Pull every line holding the string "Unter" from the records below.

■ Task material:
——
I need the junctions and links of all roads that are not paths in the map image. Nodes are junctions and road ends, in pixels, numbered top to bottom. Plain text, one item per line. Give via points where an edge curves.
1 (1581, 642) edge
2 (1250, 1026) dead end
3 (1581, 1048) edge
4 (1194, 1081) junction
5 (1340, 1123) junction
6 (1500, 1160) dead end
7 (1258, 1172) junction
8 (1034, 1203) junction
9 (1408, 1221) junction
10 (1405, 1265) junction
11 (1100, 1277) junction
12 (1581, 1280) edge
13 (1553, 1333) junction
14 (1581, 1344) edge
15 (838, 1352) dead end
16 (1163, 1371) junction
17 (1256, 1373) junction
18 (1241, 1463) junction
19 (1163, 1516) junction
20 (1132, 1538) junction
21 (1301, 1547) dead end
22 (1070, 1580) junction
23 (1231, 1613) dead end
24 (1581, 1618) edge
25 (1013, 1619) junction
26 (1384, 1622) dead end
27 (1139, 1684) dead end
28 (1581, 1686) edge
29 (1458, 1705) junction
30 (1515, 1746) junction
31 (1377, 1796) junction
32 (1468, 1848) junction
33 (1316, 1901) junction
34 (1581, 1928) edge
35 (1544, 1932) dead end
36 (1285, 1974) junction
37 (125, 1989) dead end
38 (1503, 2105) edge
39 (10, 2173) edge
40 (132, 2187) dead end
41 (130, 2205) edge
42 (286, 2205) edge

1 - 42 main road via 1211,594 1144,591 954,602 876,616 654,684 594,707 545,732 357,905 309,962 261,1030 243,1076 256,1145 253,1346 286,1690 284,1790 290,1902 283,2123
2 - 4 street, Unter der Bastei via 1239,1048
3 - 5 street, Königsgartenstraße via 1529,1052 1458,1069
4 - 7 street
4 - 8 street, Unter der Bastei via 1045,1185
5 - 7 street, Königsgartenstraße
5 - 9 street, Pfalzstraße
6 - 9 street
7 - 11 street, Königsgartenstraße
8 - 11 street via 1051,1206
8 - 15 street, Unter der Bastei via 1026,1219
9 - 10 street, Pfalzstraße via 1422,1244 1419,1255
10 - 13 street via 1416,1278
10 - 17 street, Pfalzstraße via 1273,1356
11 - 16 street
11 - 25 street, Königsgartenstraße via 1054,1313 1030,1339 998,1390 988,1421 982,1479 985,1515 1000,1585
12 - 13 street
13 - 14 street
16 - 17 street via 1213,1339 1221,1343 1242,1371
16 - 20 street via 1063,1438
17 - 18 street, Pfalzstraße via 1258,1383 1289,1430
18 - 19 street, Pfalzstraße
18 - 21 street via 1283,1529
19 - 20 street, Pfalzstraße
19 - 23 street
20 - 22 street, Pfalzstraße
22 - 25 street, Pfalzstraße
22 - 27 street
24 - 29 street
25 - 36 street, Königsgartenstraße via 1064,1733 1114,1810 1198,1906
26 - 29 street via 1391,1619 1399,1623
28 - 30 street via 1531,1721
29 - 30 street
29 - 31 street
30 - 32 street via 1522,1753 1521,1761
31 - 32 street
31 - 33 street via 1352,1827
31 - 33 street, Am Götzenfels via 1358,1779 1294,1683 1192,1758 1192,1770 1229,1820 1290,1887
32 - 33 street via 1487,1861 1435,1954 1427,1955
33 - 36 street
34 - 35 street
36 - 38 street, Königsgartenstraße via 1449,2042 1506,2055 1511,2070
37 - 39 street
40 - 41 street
——
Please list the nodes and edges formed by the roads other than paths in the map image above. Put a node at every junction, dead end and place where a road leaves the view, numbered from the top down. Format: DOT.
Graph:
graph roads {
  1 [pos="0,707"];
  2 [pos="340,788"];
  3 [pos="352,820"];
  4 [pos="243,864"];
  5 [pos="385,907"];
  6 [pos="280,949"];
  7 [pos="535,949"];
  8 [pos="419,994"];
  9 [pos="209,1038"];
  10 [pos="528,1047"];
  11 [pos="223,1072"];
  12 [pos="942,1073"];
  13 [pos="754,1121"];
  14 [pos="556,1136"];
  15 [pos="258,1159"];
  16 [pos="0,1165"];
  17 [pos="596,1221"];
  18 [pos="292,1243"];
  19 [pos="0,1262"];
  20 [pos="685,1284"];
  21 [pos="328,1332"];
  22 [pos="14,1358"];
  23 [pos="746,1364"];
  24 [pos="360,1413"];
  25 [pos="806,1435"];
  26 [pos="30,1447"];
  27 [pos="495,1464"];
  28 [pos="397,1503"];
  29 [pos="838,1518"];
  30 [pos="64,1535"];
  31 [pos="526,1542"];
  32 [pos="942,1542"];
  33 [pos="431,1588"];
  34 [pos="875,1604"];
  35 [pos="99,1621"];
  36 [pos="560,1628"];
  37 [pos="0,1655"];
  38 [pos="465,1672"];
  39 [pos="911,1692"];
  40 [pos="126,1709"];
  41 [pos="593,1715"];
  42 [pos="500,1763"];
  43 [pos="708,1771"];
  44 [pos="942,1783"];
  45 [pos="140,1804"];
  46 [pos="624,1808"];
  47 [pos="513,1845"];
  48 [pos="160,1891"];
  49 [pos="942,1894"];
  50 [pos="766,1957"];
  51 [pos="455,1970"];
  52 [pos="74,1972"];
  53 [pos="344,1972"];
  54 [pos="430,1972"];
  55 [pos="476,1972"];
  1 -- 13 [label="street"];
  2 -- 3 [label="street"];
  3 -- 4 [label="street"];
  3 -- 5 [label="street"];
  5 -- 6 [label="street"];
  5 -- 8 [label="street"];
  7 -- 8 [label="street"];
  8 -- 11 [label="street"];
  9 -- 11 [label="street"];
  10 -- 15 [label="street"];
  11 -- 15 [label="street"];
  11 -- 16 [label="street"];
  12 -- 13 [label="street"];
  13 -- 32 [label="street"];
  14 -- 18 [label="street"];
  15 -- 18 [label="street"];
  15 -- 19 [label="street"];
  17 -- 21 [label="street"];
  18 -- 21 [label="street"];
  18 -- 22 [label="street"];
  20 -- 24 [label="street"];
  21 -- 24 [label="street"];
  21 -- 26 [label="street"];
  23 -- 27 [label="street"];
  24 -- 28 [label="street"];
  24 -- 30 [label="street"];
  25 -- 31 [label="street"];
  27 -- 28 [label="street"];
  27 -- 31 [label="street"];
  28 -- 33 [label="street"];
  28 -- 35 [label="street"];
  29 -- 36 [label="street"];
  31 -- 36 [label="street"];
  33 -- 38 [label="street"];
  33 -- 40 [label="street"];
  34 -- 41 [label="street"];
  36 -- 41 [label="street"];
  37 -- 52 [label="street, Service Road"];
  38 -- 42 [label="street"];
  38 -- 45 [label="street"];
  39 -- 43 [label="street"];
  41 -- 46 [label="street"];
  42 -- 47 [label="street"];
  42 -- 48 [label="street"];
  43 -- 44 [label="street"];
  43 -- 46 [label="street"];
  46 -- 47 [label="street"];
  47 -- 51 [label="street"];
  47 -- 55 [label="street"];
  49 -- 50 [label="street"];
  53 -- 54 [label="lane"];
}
——
■ Written solution:
2 - 4 street, Unter der Bastei via 1239,1048
4 - 8 street, Unter der Bastei via 1045,1185
8 - 15 street, Unter der Bastei via 1026,1219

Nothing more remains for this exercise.